The overall innovation objective is to bridge that gap, and enable European SMEs a peer-to-peer financing via secure online platform. The commercial objective is to launch operations in Croatia yet in 2019, find a partner before launching in Poland, and then grow throughout Europe, according to the Phase1-enabled commercialization approach.
Action 1.1: Requirement analysis; Methods: Interviews with IT responsibles, developers and production heads.
Action 1.2: Platform adaptation; Methods: Designing user stories and journeys; Building scripts and translates with multiple cases;
We performed product development requirement analysis; and assessed scenarios for platform adaptation. The task resulted in preferred cases and determined specification of technology requirements needed for internationalization.
(2) Requirements for entering the Polish and Croatian markets
Action 2.1: Market analysis: Methods: target group evaluation, in-depth estimation of market demand, identification of competition;
Action 2.2: Analysis of partners; Methods: identifying and interviews with potential local partners: data service providers, collection service providers, accounting service providers, payment services, tax advisors, banking institutions, prospective local JV partners / operating teams.
Action 2.3.: Analysis of local legislation and corporate data specifics: Methods: Overview of applicable legislation; Check corporate data availability.
We performed a market analysis of Poland and Croatia, focusing on market demand and competition; and willingness to buy according to different pricing scenarios. We also studied local partners for needed service providers and for joint ventures, and analysed local legislation and corporate data specifics.
(3) Economics of the scale-up business concept
Action 3.1: Analysis of economic viability; Methods: Budgeting, in-depth cost and revenue estimations, cost-benefit analysis.
We performed an analysis of economic viability, costs-benefits analysis, and business model validation. This included estimation of costs for development, HR, partnerships and market development, and revenue projections based on market study, resulting in break-even analysis and business model validation.
- Automated engine: Full automation of all key processes with an emphasis on the automation of risk management, KYC/AML client onboarding, and handling of transactions.

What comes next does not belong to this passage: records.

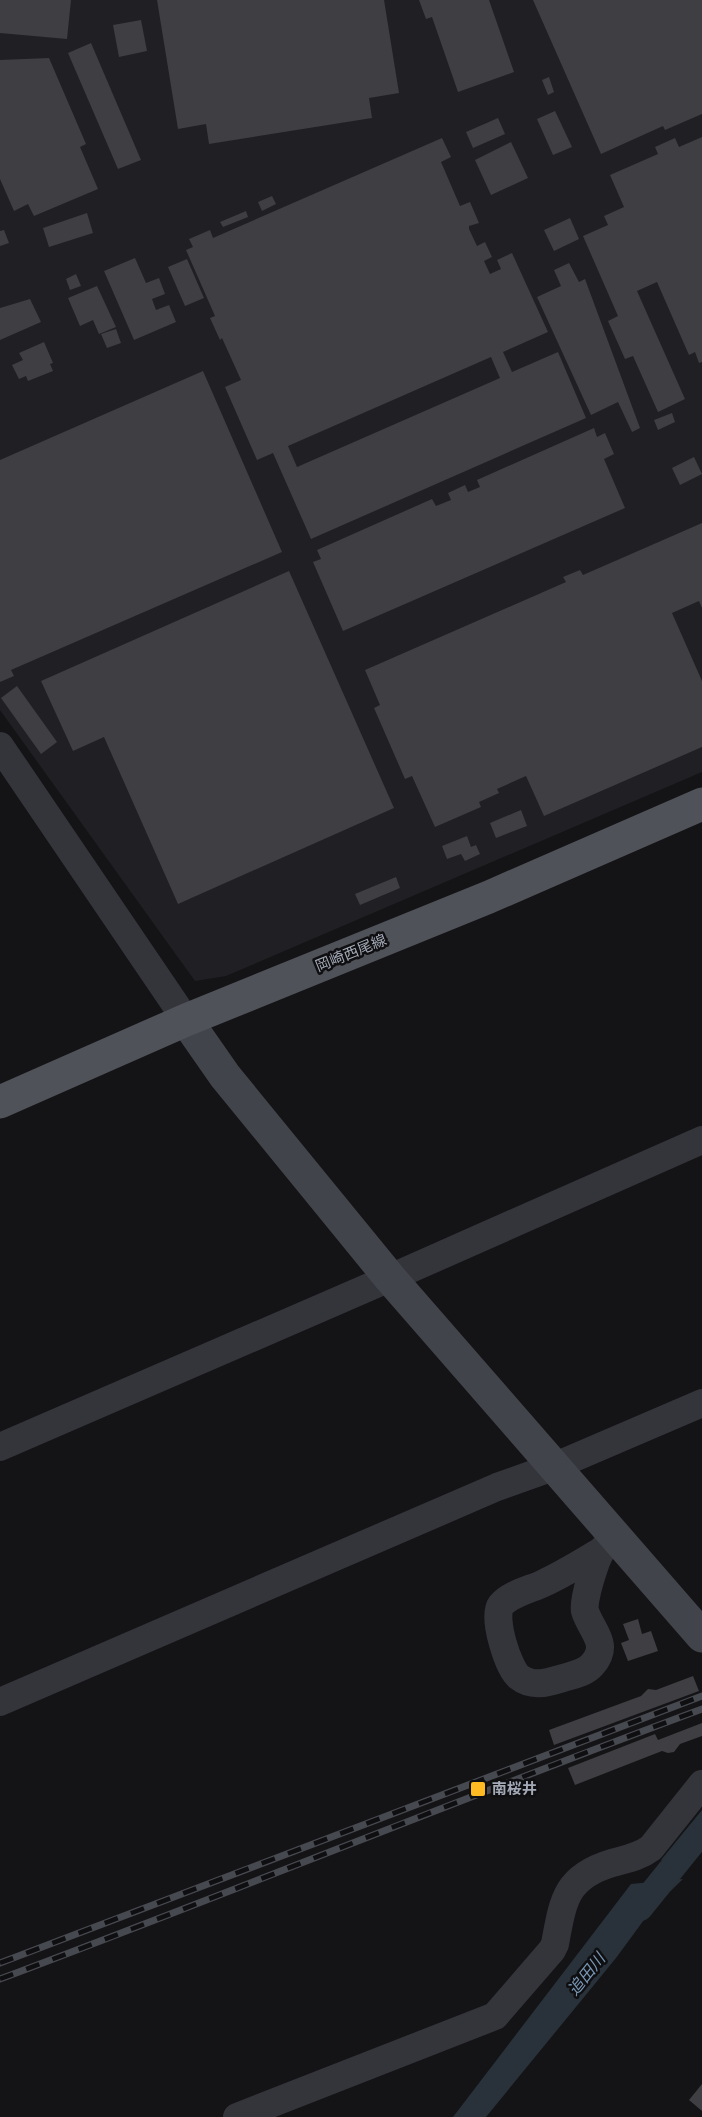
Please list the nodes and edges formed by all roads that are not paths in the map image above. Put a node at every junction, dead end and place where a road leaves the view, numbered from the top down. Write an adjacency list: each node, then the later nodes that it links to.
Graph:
1 (0, 746): 3 (street)
2 (702, 804): 3 (main road, 岡崎西尾線)
3 (186, 1020): 4 (main road, 岡崎西尾線); 6 (street)
4 (0, 1102)
5 (702, 1140): 6 (street)
6 (390, 1278): 8 (street); 9 (street)
7 (702, 1403): 9 (street)
8 (0, 1447)
9 (553, 1467): 10 (street); 12 (street)
10 (609, 1545): 10 (street); 11 (street)
11 (702, 1636)
12 (0, 1702)
13 (702, 1784): 14 (street)
14 (237, 2117)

- Peer-to-peer financing business model: In comparison to prevalent conventional banking and also some fin-tech startups, our disruptive novelty is peer-to-peer financing which eliminates banks as intermediates, reduces operational and overhead costs, increases interest rates for depositors, and provides funding at best available rates for SMEs, acting effectively as an online ATM for businesses.
How Invoice Exchange solves mentioned challenges:
1. Speeds up SME’s access to funding: Being a fin-tech online service, Invoice Exchange fully utilizes the potential of IT technology to streamline and automate all elements of the funding process. The platform is directly integrated with third-party corporate data sources enabling a smooth client on-boarding / registration process (AML/KYC compliant), 100% real time credit-scoring of transactions, seamless matching of creditors with credit-takers, real-time gross settlement of transactions and fully automated pay-outs. ž
2. Enables better conditions for invoice sellers (SMEs): In last 3 years, Invoice Exchange has been advancing creditors’ funds to SMEs in full agreed bid between creditor and SME at the time of sale, realizing average 1,5% discount. So, invoice sellers have immediately received full 98,5% of invoice amount. It resulted in SMEs’ better financial position and improved cash-flow. This makes perfect alternative to bank loans for SMEs.
3. Enables higher rates for creditors: From a user experience perspective, investing surplus cash on the Invoice Exchange is similar to placing money on a bank deposit. Being a fully streamlined lean online platform, Invoice Exchange passes on the majority of its business model benefits (lower fees due to platform effectiveness and level of automation) to creditors on the IE platform: a 6% average annual return to investors.
4. Effectively manages risks: An advanced credit scoring and risk assessment engine is integrated in the Invoice Exchange platform. The engine uses Bisnode credit agency (CEE regional partner of Dun & Bradstreet) data to actively manage and mitigate risks. It enables real-time credit scoring of transactions and enables creditors to set acceptable risk levels and their expected rates of returns.
Crucial wider socioeconomic impact that is already being realized on a pilot market:
- Super-streamlined invoice finance and short-term loans for SMEs with same-day pay-outs, instead of 2-3 weeks.
- Only 1,5% invoice sales discount (up to 10x more convenient) and up to 6% annual interest for investors: this will increase low-risk-focused companies that have never thought about investing in other companies, but are faced with zero or even negative interest on their bank deposits. This liquidity represents the most important way to tackle the 400 billion gap, reported as a difference between SMEs' needs for financing, and available sources currently on the market.